[Data excerpts]
☆ ☆ ☆

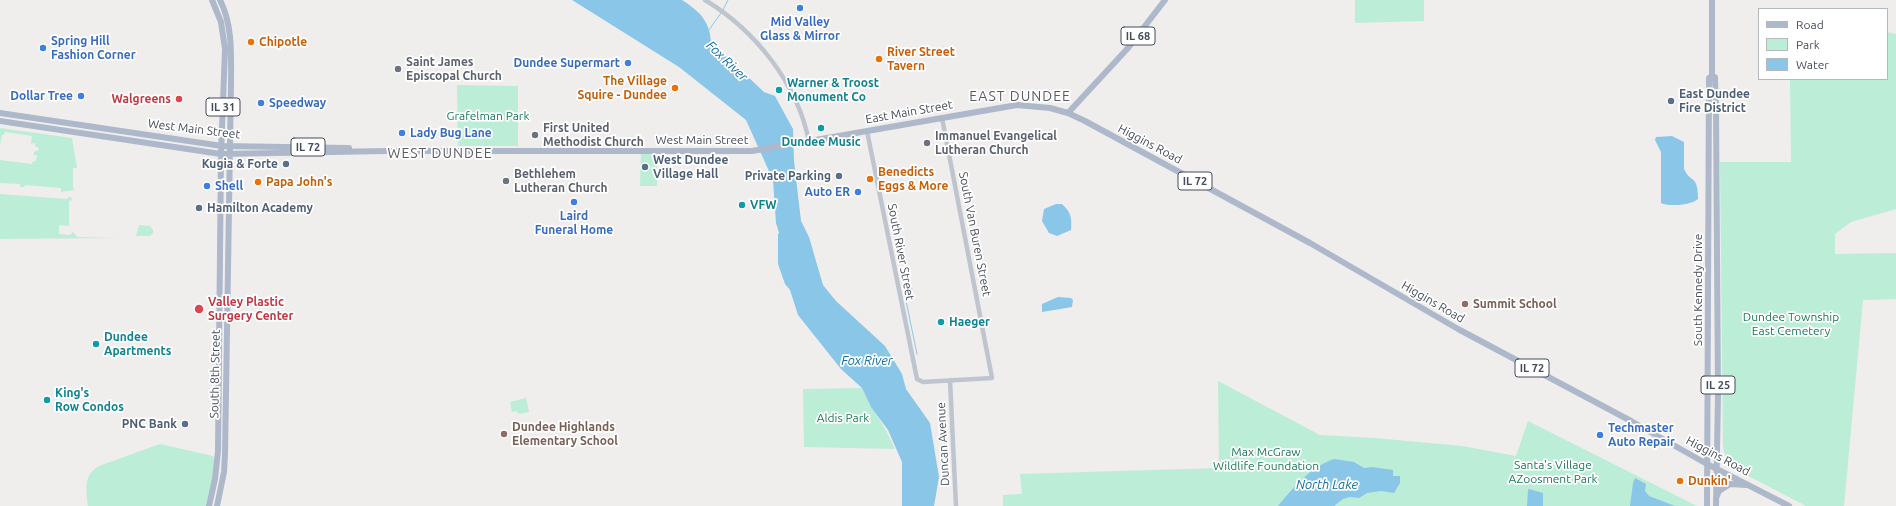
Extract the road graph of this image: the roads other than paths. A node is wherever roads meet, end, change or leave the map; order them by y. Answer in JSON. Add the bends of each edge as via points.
{"nodes":[{"id":1,"x":212,"y":0,"type":"edge"},
{"id":2,"x":220,"y":0,"type":"edge"},
{"id":3,"x":705,"y":0,"type":"edge"},
{"id":4,"x":1165,"y":0,"type":"edge"},
{"id":5,"x":1712,"y":0,"type":"edge"},
{"id":6,"x":1712,"y":76,"type":"junction"},
{"id":7,"x":2,"y":113,"type":"edge"},
{"id":8,"x":1068,"y":113,"type":"junction"},
{"id":9,"x":942,"y":118,"type":"junction"},
{"id":10,"x":0,"y":121,"type":"edge"},
{"id":11,"x":867,"y":131,"type":"junction"},
{"id":12,"x":809,"y":142,"type":"junction"},
{"id":13,"x":801,"y":143,"type":"joint"},
{"id":14,"x":222,"y":146,"type":"junction"},
{"id":15,"x":230,"y":146,"type":"junction"},
{"id":16,"x":386,"y":151,"type":"junction"},
{"id":17,"x":221,"y":154,"type":"junction"},
{"id":18,"x":230,"y":154,"type":"junction"},
{"id":19,"x":950,"y":380,"type":"junction"},
{"id":20,"x":1707,"y":464,"type":"junction"},
{"id":21,"x":1717,"y":469,"type":"junction"},
{"id":22,"x":1755,"y":487,"type":"junction"},
{"id":23,"x":1716,"y":497,"type":"junction"},
{"id":24,"x":209,"y":506,"type":"edge"},
{"id":25,"x":217,"y":506,"type":"edge"},
{"id":26,"x":956,"y":506,"type":"edge"},
{"id":27,"x":1707,"y":506,"type":"edge"},
{"id":28,"x":1716,"y":506,"type":"edge"},
{"id":29,"x":1790,"y":506,"type":"edge"}],
"edges":[{"from":1,"to":14,"type":"main road","number":"IL 31","via":[[221,22],[225,43]]},
{"from":2,"to":15,"type":"main road","name":"South 8th Street","via":[[226,16],[231,49]]},
{"from":3,"to":12,"type":"street","via":[[752,38],[782,75],[804,124]]},
{"from":4,"to":8,"type":"main road","number":"IL 68","via":[[1128,48]]},
{"from":5,"to":6,"type":"main road","name":"South Kennedy Drive","number":"IL 25"},
{"from":6,"to":20,"type":"main road","name":"South Kennedy Drive","number":"IL 25","via":[[1709,78]]},
{"from":6,"to":21,"type":"main road","name":"South Kennedy Drive","number":"IL 25","via":[[1715,77],[1716,110]]},
{"from":7,"to":14,"type":"main road","name":"West Main Street","number":"IL 72"},
{"from":8,"to":9,"type":"main road","name":"East Main Street","number":"IL 72","via":[[1044,106],[1017,105]]},
{"from":8,"to":20,"type":"main road","name":"Higgins Road","number":"IL 72","via":[[1281,227],[1458,328]]},
{"from":9,"to":11,"type":"main road","name":"East Main Street","number":"IL 72"},
{"from":9,"to":19,"type":"street","name":"South Van Buren Street","via":[[992,378]]},
{"from":10,"to":17,"type":"main road","name":"West Main Street","number":"IL 72"},
{"from":11,"to":12,"type":"main road","name":"East Main Street","number":"IL 72"},
{"from":11,"to":19,"type":"street","name":"South River Street","via":[[916,376],[922,382]]},
{"from":12,"to":13,"type":"main road","name":"East Main Street","number":"IL 72"},
{"from":13,"to":16,"type":"main road","name":"West Main Street","number":"IL 72","via":[[754,151]]},
{"from":14,"to":15,"type":"main road","name":"West Main Street","number":"IL 72"},
{"from":14,"to":17,"type":"main road","number":"IL 31"},
{"from":15,"to":16,"type":"main road","name":"West Main Street","number":"IL 72","via":[[366,148]]},
{"from":15,"to":18,"type":"main road","name":"South 8th Street"},
{"from":16,"to":18,"type":"main road","name":"West Main Street","number":"IL 72"},
{"from":17,"to":18,"type":"main road","name":"West Main Street","number":"IL 72"},
{"from":17,"to":24,"type":"main road","name":"South 8th Street","number":"IL 31","via":[[217,455]]},
{"from":18,"to":25,"type":"main road","name":"South 8th Street","via":[[225,454]]},
{"from":19,"to":26,"type":"street","name":"Duncan Avenue"},
{"from":20,"to":21,"type":"main road","name":"Higgins Road","number":"IL 72"},
{"from":20,"to":27,"type":"main road","name":"South Kennedy Drive","number":"IL 25"},
{"from":21,"to":22,"type":"main road","name":"Higgins Road","number":"IL 72"},
{"from":21,"to":23,"type":"main road","name":"South Kennedy Drive","number":"IL 25"},
{"from":22,"to":23,"type":"main road","via":[[1730,484],[1719,491]]},
{"from":22,"to":29,"type":"main road","name":"Higgins Road","number":"IL 72"},
{"from":23,"to":28,"type":"main road","name":"South Kennedy Drive","number":"IL 25"}]}
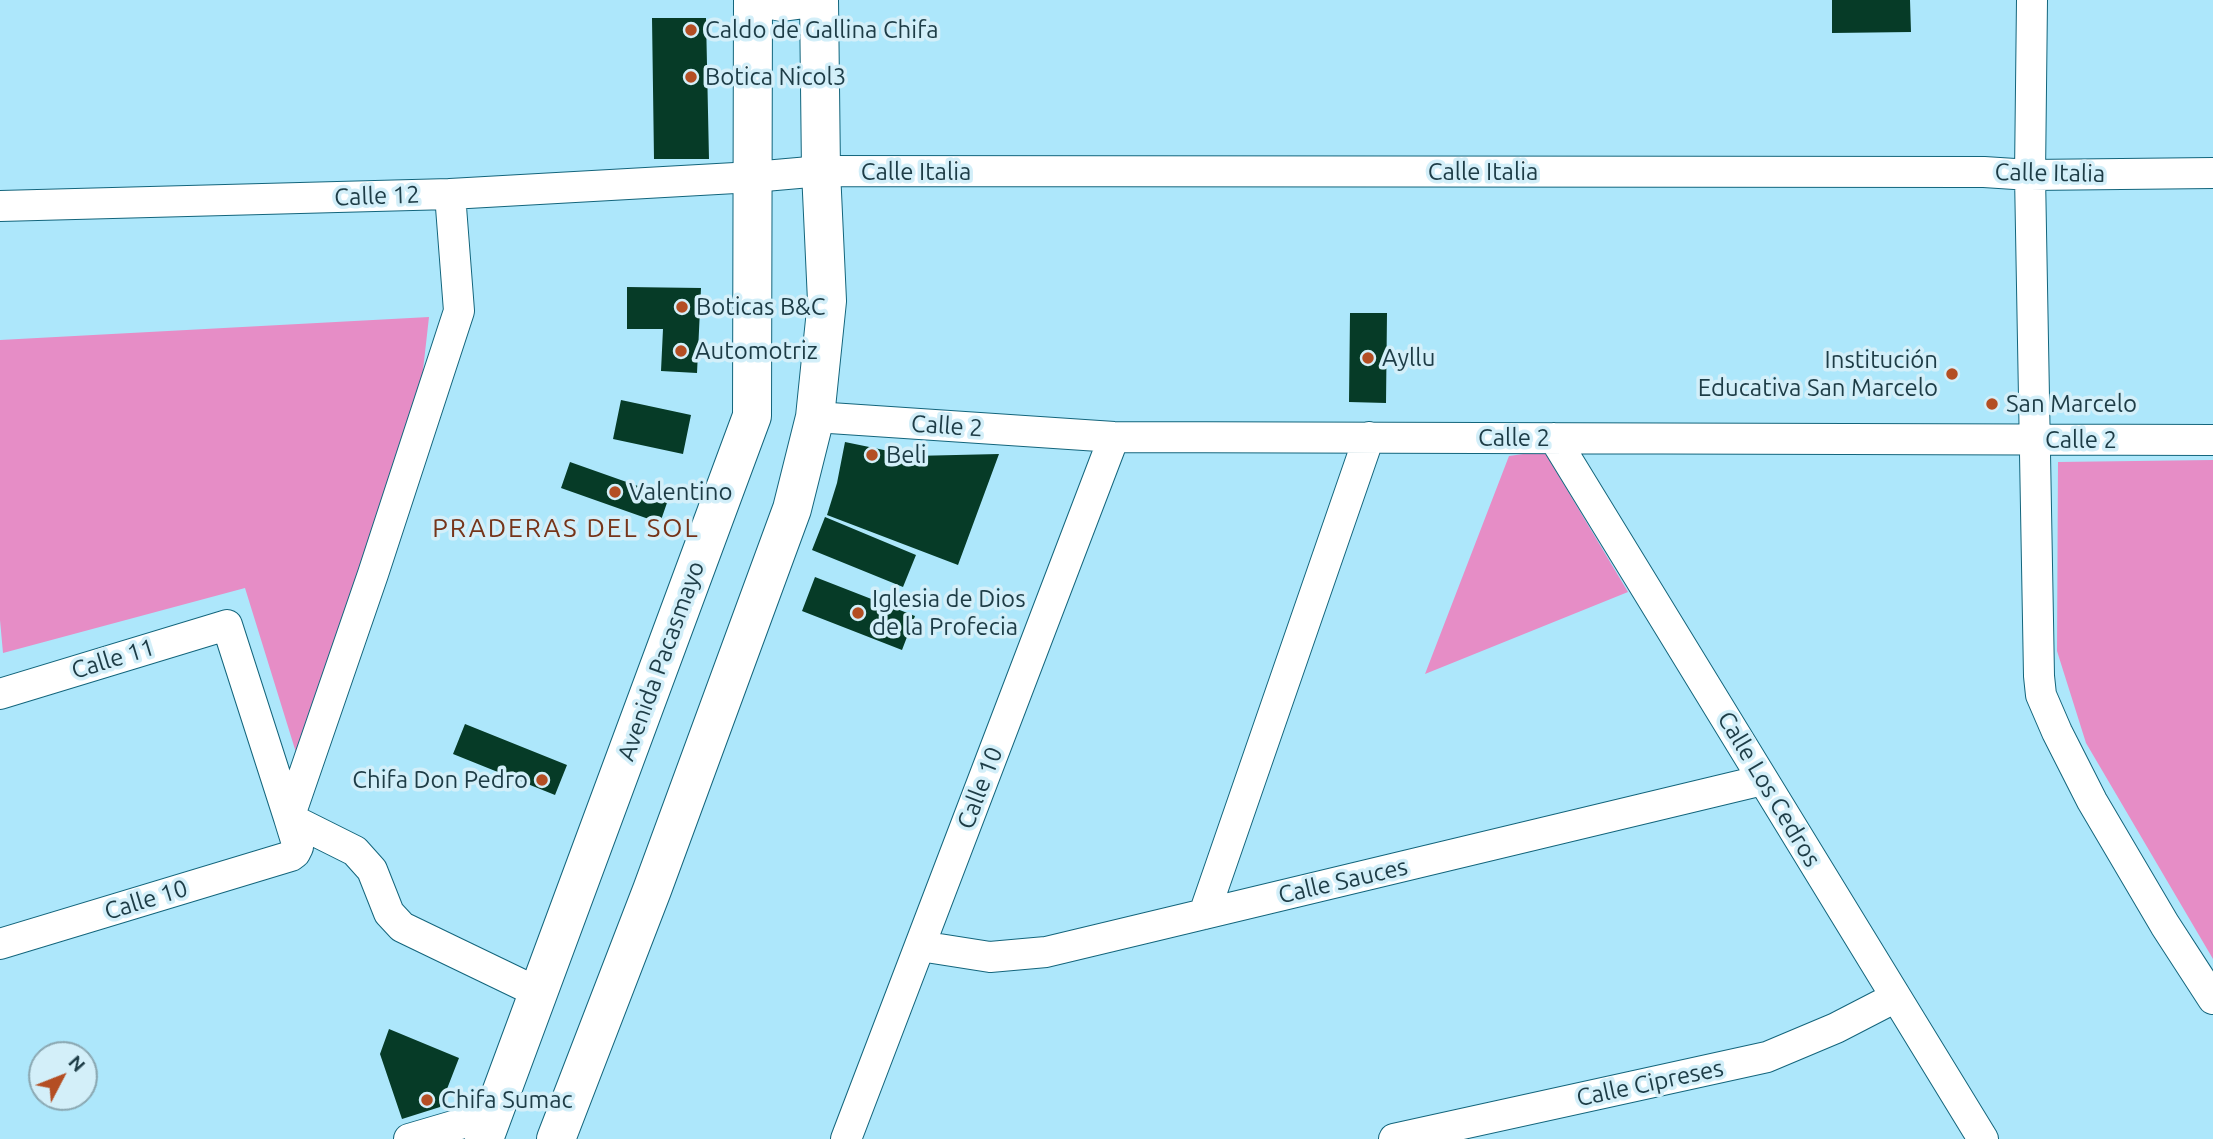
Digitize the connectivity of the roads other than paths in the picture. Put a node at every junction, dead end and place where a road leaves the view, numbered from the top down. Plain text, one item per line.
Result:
1 (753, 0) edge
2 (772, 0) edge
3 (797, 0) edge
4 (819, 0) edge
5 (2032, 0) edge
6 (821, 171) junction
7 (2213, 173) edge
8 (2030, 175) junction
9 (753, 177) junction
10 (450, 194) junction
11 (0, 206) edge
12 (815, 417) junction
13 (1114, 437) junction
14 (1369, 437) junction
15 (1555, 438) junction
16 (2035, 440) junction
17 (2213, 440) edge
18 (0, 694) edge
19 (1763, 780) junction
20 (289, 818) junction
21 (1204, 914) junction
22 (0, 944) edge
23 (920, 946) junction
24 (539, 993) junction
25 (1896, 997) junction
26 (2213, 999) edge
27 (489, 1126) edge
28 (409, 1139) edge
29 (556, 1139) edge
30 (846, 1139) edge
31 (1394, 1139) edge
32 (1983, 1139) edge

1 - 9 main road, Avenida Pacasmayo
2 - 3 main road
4 - 6 main road
5 - 8 street
6 - 8 street, Calle Italia
6 - 9 street, Calle Italia
6 - 12 main road
7 - 8 street, Calle Italia
8 - 16 street
9 - 10 street, Calle 12
9 - 24 main road, Avenida Pacasmayo
10 - 11 street, Calle 12
10 - 20 street
12 - 13 street, Calle 2
12 - 29 main road
13 - 14 street, Calle 2
13 - 23 street, Calle 10
14 - 15 street, Calle 2
14 - 21 street
15 - 16 street, Calle 2
15 - 19 street, Calle Los Cedros
16 - 17 street, Calle 2
16 - 26 street
18 - 20 street, Calle 11
19 - 21 street, Calle Sauces
19 - 25 street, Calle Los Cedros
20 - 22 street, Calle 10
20 - 24 street
21 - 23 street, Calle Sauces
23 - 30 street, Calle 10
24 - 27 main road, Avenida Pacasmayo
25 - 31 street, Calle Cipreses
25 - 32 street, Calle Los Cedros
27 - 28 street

☆ ☆ ☆

## Directions for this task
Copy the preceding data in full and word for word, dropping its pictures.

## Response to this task
Extract the road graph of this image: the roads other than paths. A node is wherever roads meet, end, change or leave the map; order them by y. Answer in JSON. Add the bends of each edge as via points.
{"nodes":[{"id":1,"x":212,"y":0,"type":"edge"},
{"id":2,"x":220,"y":0,"type":"edge"},
{"id":3,"x":705,"y":0,"type":"edge"},
{"id":4,"x":1165,"y":0,"type":"edge"},
{"id":5,"x":1712,"y":0,"type":"edge"},
{"id":6,"x":1712,"y":76,"type":"junction"},
{"id":7,"x":2,"y":113,"type":"edge"},
{"id":8,"x":1068,"y":113,"type":"junction"},
{"id":9,"x":942,"y":118,"type":"junction"},
{"id":10,"x":0,"y":121,"type":"edge"},
{"id":11,"x":867,"y":131,"type":"junction"},
{"id":12,"x":809,"y":142,"type":"junction"},
{"id":13,"x":801,"y":143,"type":"joint"},
{"id":14,"x":222,"y":146,"type":"junction"},
{"id":15,"x":230,"y":146,"type":"junction"},
{"id":16,"x":386,"y":151,"type":"junction"},
{"id":17,"x":221,"y":154,"type":"junction"},
{"id":18,"x":230,"y":154,"type":"junction"},
{"id":19,"x":950,"y":380,"type":"junction"},
{"id":20,"x":1707,"y":464,"type":"junction"},
{"id":21,"x":1717,"y":469,"type":"junction"},
{"id":22,"x":1755,"y":487,"type":"junction"},
{"id":23,"x":1716,"y":497,"type":"junction"},
{"id":24,"x":209,"y":506,"type":"edge"},
{"id":25,"x":217,"y":506,"type":"edge"},
{"id":26,"x":956,"y":506,"type":"edge"},
{"id":27,"x":1707,"y":506,"type":"edge"},
{"id":28,"x":1716,"y":506,"type":"edge"},
{"id":29,"x":1790,"y":506,"type":"edge"}],
"edges":[{"from":1,"to":14,"type":"main road","number":"IL 31","via":[[221,22],[225,43]]},
{"from":2,"to":15,"type":"main road","name":"South 8th Street","via":[[226,16],[231,49]]},
{"from":3,"to":12,"type":"street","via":[[752,38],[782,75],[804,124]]},
{"from":4,"to":8,"type":"main road","number":"IL 68","via":[[1128,48]]},
{"from":5,"to":6,"type":"main road","name":"South Kennedy Drive","number":"IL 25"},
{"from":6,"to":20,"type":"main road","name":"South Kennedy Drive","number":"IL 25","via":[[1709,78]]},
{"from":6,"to":21,"type":"main road","name":"South Kennedy Drive","number":"IL 25","via":[[1715,77],[1716,110]]},
{"from":7,"to":14,"type":"main road","name":"West Main Street","number":"IL 72"},
{"from":8,"to":9,"type":"main road","name":"East Main Street","number":"IL 72","via":[[1044,106],[1017,105]]},
{"from":8,"to":20,"type":"main road","name":"Higgins Road","number":"IL 72","via":[[1281,227],[1458,328]]},
{"from":9,"to":11,"type":"main road","name":"East Main Street","number":"IL 72"},
{"from":9,"to":19,"type":"street","name":"South Van Buren Street","via":[[992,378]]},
{"from":10,"to":17,"type":"main road","name":"West Main Street","number":"IL 72"},
{"from":11,"to":12,"type":"main road","name":"East Main Street","number":"IL 72"},
{"from":11,"to":19,"type":"street","name":"South River Street","via":[[916,376],[922,382]]},
{"from":12,"to":13,"type":"main road","name":"East Main Street","number":"IL 72"},
{"from":13,"to":16,"type":"main road","name":"West Main Street","number":"IL 72","via":[[754,151]]},
{"from":14,"to":15,"type":"main road","name":"West Main Street","number":"IL 72"},
{"from":14,"to":17,"type":"main road","number":"IL 31"},
{"from":15,"to":16,"type":"main road","name":"West Main Street","number":"IL 72","via":[[366,148]]},
{"from":15,"to":18,"type":"main road","name":"South 8th Street"},
{"from":16,"to":18,"type":"main road","name":"West Main Street","number":"IL 72"},
{"from":17,"to":18,"type":"main road","name":"West Main Street","number":"IL 72"},
{"from":17,"to":24,"type":"main road","name":"South 8th Street","number":"IL 31","via":[[217,455]]},
{"from":18,"to":25,"type":"main road","name":"South 8th Street","via":[[225,454]]},
{"from":19,"to":26,"type":"street","name":"Duncan Avenue"},
{"from":20,"to":21,"type":"main road","name":"Higgins Road","number":"IL 72"},
{"from":20,"to":27,"type":"main road","name":"South Kennedy Drive","number":"IL 25"},
{"from":21,"to":22,"type":"main road","name":"Higgins Road","number":"IL 72"},
{"from":21,"to":23,"type":"main road","name":"South Kennedy Drive","number":"IL 25"},
{"from":22,"to":23,"type":"main road","via":[[1730,484],[1719,491]]},
{"from":22,"to":29,"type":"main road","name":"Higgins Road","number":"IL 72"},
{"from":23,"to":28,"type":"main road","name":"South Kennedy Drive","number":"IL 25"}]}
Digitize the connectivity of the roads other than paths in the picture. Put a node at every junction, dead end and place where a road leaves the view, numbered from the top down. Plain text, one item per line.
Result:
1 (753, 0) edge
2 (772, 0) edge
3 (797, 0) edge
4 (819, 0) edge
5 (2032, 0) edge
6 (821, 171) junction
7 (2213, 173) edge
8 (2030, 175) junction
9 (753, 177) junction
10 (450, 194) junction
11 (0, 206) edge
12 (815, 417) junction
13 (1114, 437) junction
14 (1369, 437) junction
15 (1555, 438) junction
16 (2035, 440) junction
17 (2213, 440) edge
18 (0, 694) edge
19 (1763, 780) junction
20 (289, 818) junction
21 (1204, 914) junction
22 (0, 944) edge
23 (920, 946) junction
24 (539, 993) junction
25 (1896, 997) junction
26 (2213, 999) edge
27 (489, 1126) edge
28 (409, 1139) edge
29 (556, 1139) edge
30 (846, 1139) edge
31 (1394, 1139) edge
32 (1983, 1139) edge

1 - 9 main road, Avenida Pacasmayo
2 - 3 main road
4 - 6 main road
5 - 8 street
6 - 8 street, Calle Italia
6 - 9 street, Calle Italia
6 - 12 main road
7 - 8 street, Calle Italia
8 - 16 street
9 - 10 street, Calle 12
9 - 24 main road, Avenida Pacasmayo
10 - 11 street, Calle 12
10 - 20 street
12 - 13 street, Calle 2
12 - 29 main road
13 - 14 street, Calle 2
13 - 23 street, Calle 10
14 - 15 street, Calle 2
14 - 21 street
15 - 16 street, Calle 2
15 - 19 street, Calle Los Cedros
16 - 17 street, Calle 2
16 - 26 street
18 - 20 street, Calle 11
19 - 21 street, Calle Sauces
19 - 25 street, Calle Los Cedros
20 - 22 street, Calle 10
20 - 24 street
21 - 23 street, Calle Sauces
23 - 30 street, Calle 10
24 - 27 main road, Avenida Pacasmayo
25 - 31 street, Calle Cipreses
25 - 32 street, Calle Los Cedros
27 - 28 street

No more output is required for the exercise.